Deux garçons qui devaient avoir la vingtaine entrèrent en premier. L'un passa sa main dans ses cheveux ondulés qui tombaient sur sa nuque et remercia à la cantonade ceux qui venaient de lui ouvrir avec un sourire franc. Une des filles qui avaient poussaient la porte appela l'autre :
- Milo t'avais raison pour le coq gagnant des jeux d'hier soir !
Le garçon en question avaient les cheveux noirs et courts. Il se contenta de répondre par un clin d'œil malin et déclencha un rire général.

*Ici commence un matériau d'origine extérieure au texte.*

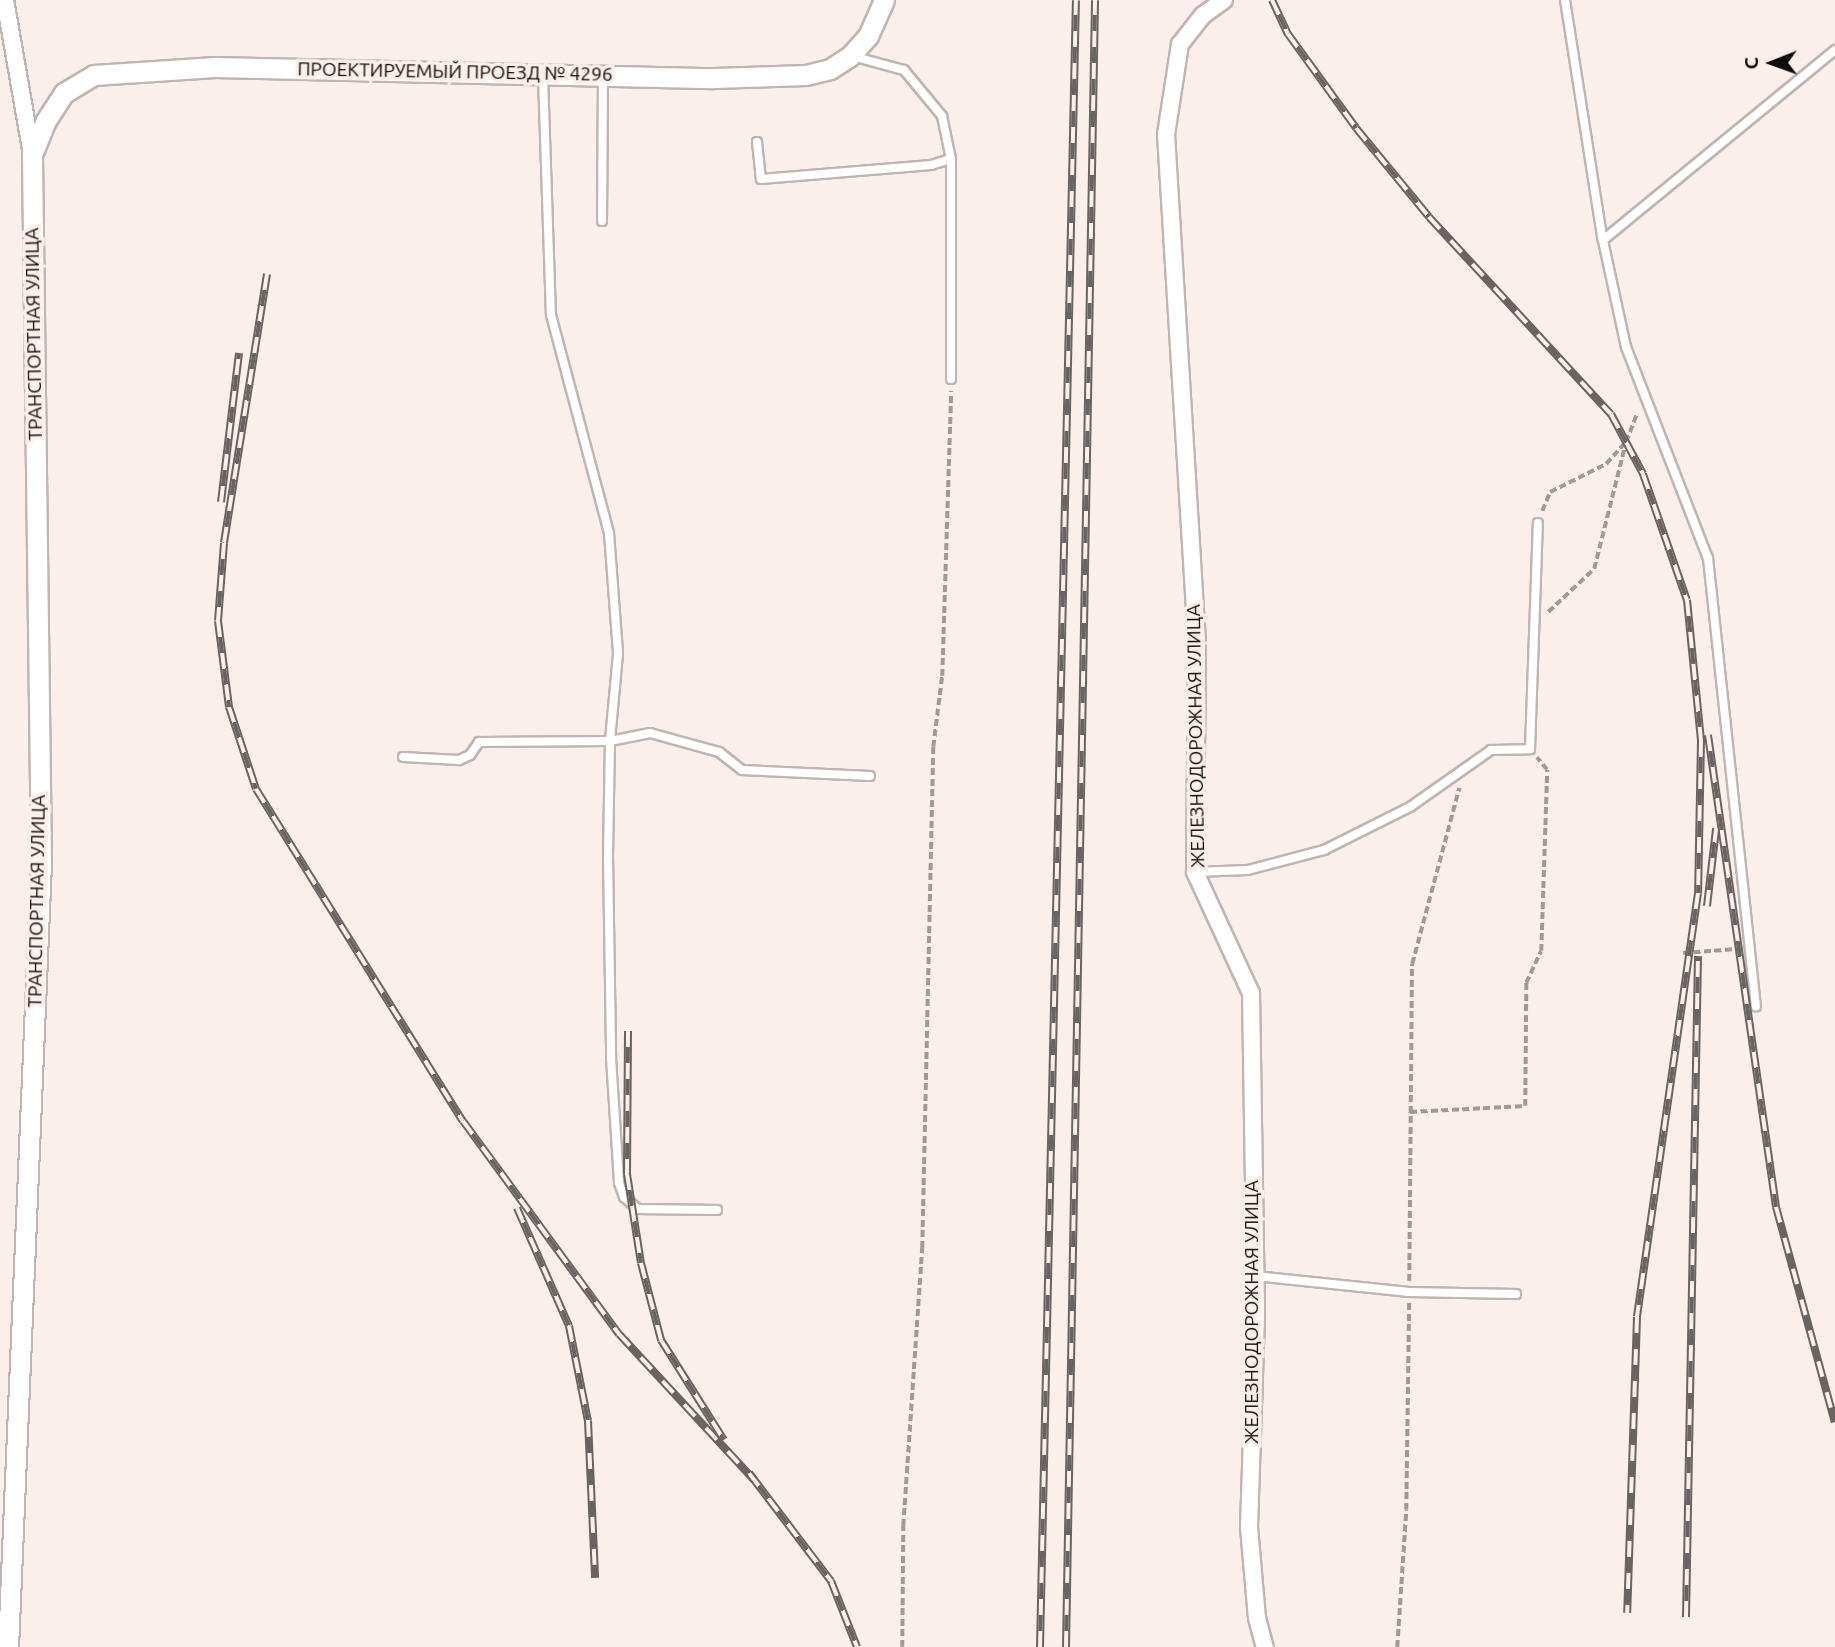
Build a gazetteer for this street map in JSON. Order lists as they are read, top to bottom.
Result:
{
  "streets": {
    "street": ["ПРОЕКТИРУЕМЫЙ ПРОЕЗД № 4296", "ТРАНСПОРТНАЯ УЛИЦА", "ЖЕЛЕЗНОДОРОЖНАЯ УЛИЦА"]
  },
  "crossings": [
    ["ПРОЕКТИРУЕМЫЙ ПРОЕЗД № 4296", "ТРАНСПОРТНАЯ УЛИЦА"]
  ],
  "north": "left"
}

- Si seulement tes prédictions pouvaient nous servir pendant nos missions, se moqua une fille rousse qui arrivait elle aussi de l'extérieur.
Mais en entrant elle me remarqua et fronça directement les sourcils. Je devrais l'éviter...
- Qu'est-ce que la nouvelle fait ici ? s'enquit-elle d'une voix cassante.
Avant que j'ai pu répliquer quoique ce soit de mordant (ma résolution de l'éviter déjà totalement oubliée), une autre fille brune qui venait d'arriver à la suite de la rousse dit d'une voix douce :
- Elle vient de se réveiller, elle est encore perdue.
Ma présence maintenant remarquée par les autres soldats déclencha quelques murmures :
- Elle n'est pas trop âgée...?
- Son pouvoir a l'air puissant !
Calista qui se tenait derrière moi sans que j'ai pu la remarquer m'expliqua :
- La plupart des nouvelles recrues sont repérées vers leur dix ans. Et tu en as presque le double.
Mais avant que je puisse lui poser d'autres questions, les murmures cessèrent et les portes commencèrent à se fermer. Un dernier soldat venait de rentrer dans le quartier général de l'Ordre.
Il était svelte et portait une longue cape noire à capuche qu'il enleva quand les portes furent tout à fait closes. Et bien que la lumière du jour venait de disparaitre, je vis un éclat flamboyant passer dans ses yeux clairs et froids quand nos regards se croisèrent.